● **YOUR OBJECTIVE**
Each entry is to be retyped exactly as it appears. Leave the images out.

● **RECORDED DATA**

↓

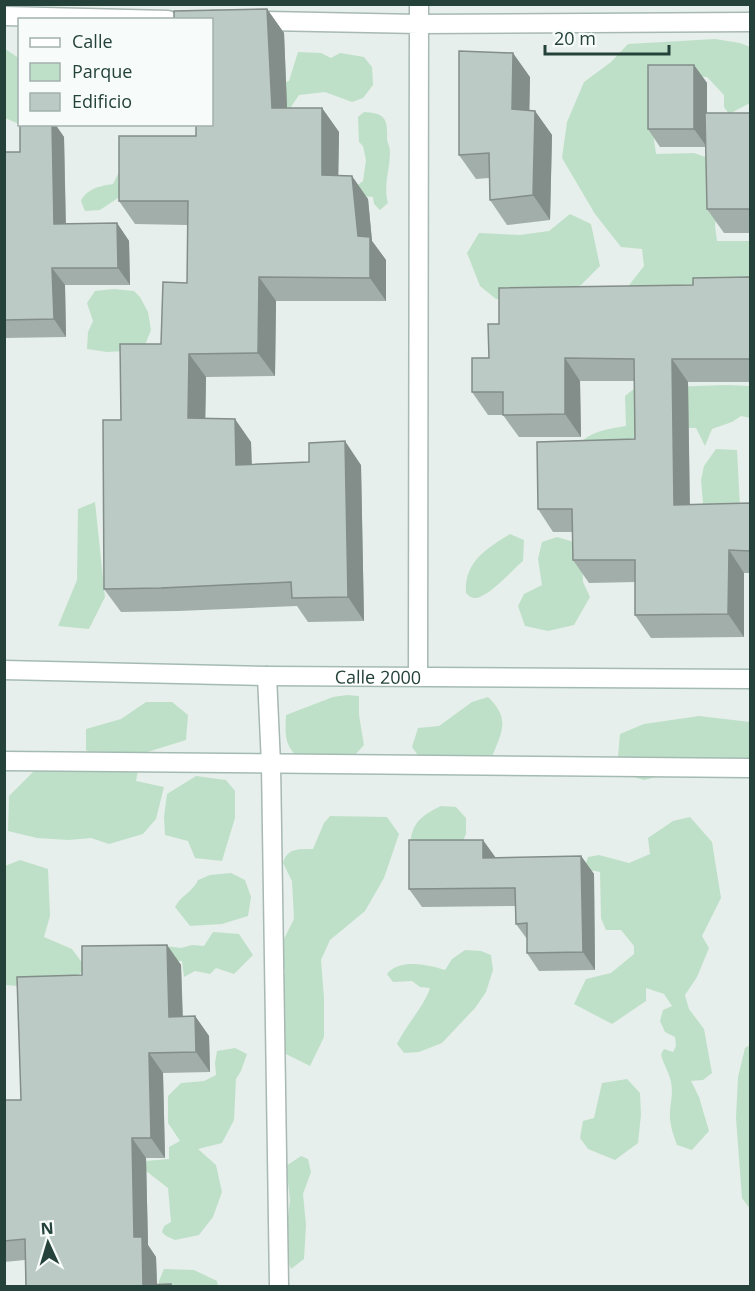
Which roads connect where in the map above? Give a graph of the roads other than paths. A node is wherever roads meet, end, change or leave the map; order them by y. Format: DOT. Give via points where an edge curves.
graph roads {
  1 [pos="419,4"];
  2 [pos="4,16"];
  3 [pos="86,18"];
  4 [pos="213,20"];
  5 [pos="750,22"];
  6 [pos="419,24"];
  7 [pos="4,670"];
  8 [pos="267,676"];
  9 [pos="418,676"];
  10 [pos="750,678"];
  11 [pos="4,761"];
  12 [pos="271,764"];
  13 [pos="750,768"];
  14 [pos="279,1287"];
  1 -- 6 [label="street"];
  2 -- 3 [label="street"];
  4 -- 6 [label="street"];
  5 -- 6 [label="street"];
  6 -- 9 [label="street"];
  7 -- 8 [label="street, Calle 2000"];
  8 -- 9 [label="street, Calle 2000"];
  8 -- 12 [label="street"];
  9 -- 10 [label="street, Calle 2000"];
  11 -- 12 [label="street"];
  12 -- 13 [label="street"];
  12 -- 14 [label="street"];
}
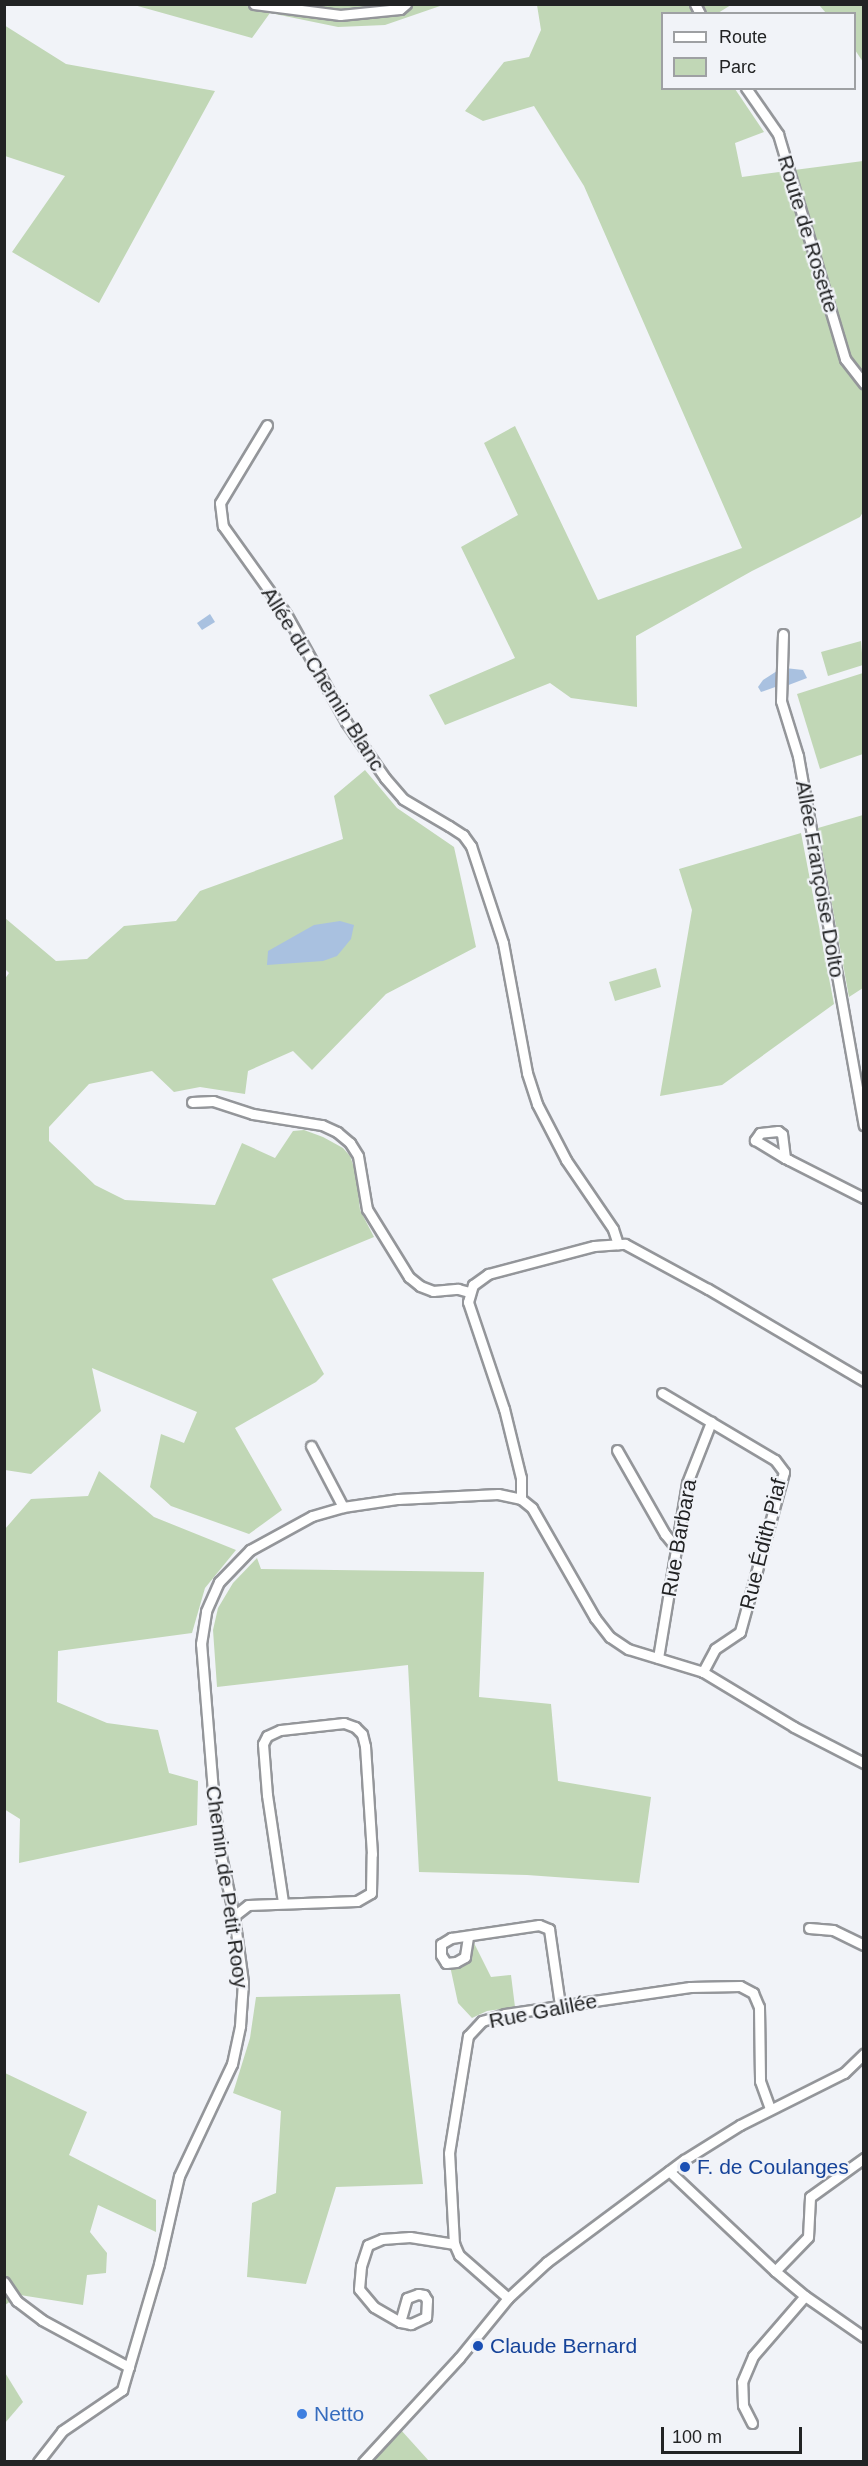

↑

● **RESULT FOR THIS TASK**
Which roads connect where in the map above? Give a graph of the roads other than paths. A node is wherever roads meet, end, change or leave the map; order them by y. Format: DOT. Give via points where an edge curves.
graph roads {
  1 [pos="419,4"];
  2 [pos="4,16"];
  3 [pos="86,18"];
  4 [pos="213,20"];
  5 [pos="750,22"];
  6 [pos="419,24"];
  7 [pos="4,670"];
  8 [pos="267,676"];
  9 [pos="418,676"];
  10 [pos="750,678"];
  11 [pos="4,761"];
  12 [pos="271,764"];
  13 [pos="750,768"];
  14 [pos="279,1287"];
  1 -- 6 [label="street"];
  2 -- 3 [label="street"];
  4 -- 6 [label="street"];
  5 -- 6 [label="street"];
  6 -- 9 [label="street"];
  7 -- 8 [label="street, Calle 2000"];
  8 -- 9 [label="street, Calle 2000"];
  8 -- 12 [label="street"];
  9 -- 10 [label="street, Calle 2000"];
  11 -- 12 [label="street"];
  12 -- 13 [label="street"];
  12 -- 14 [label="street"];
}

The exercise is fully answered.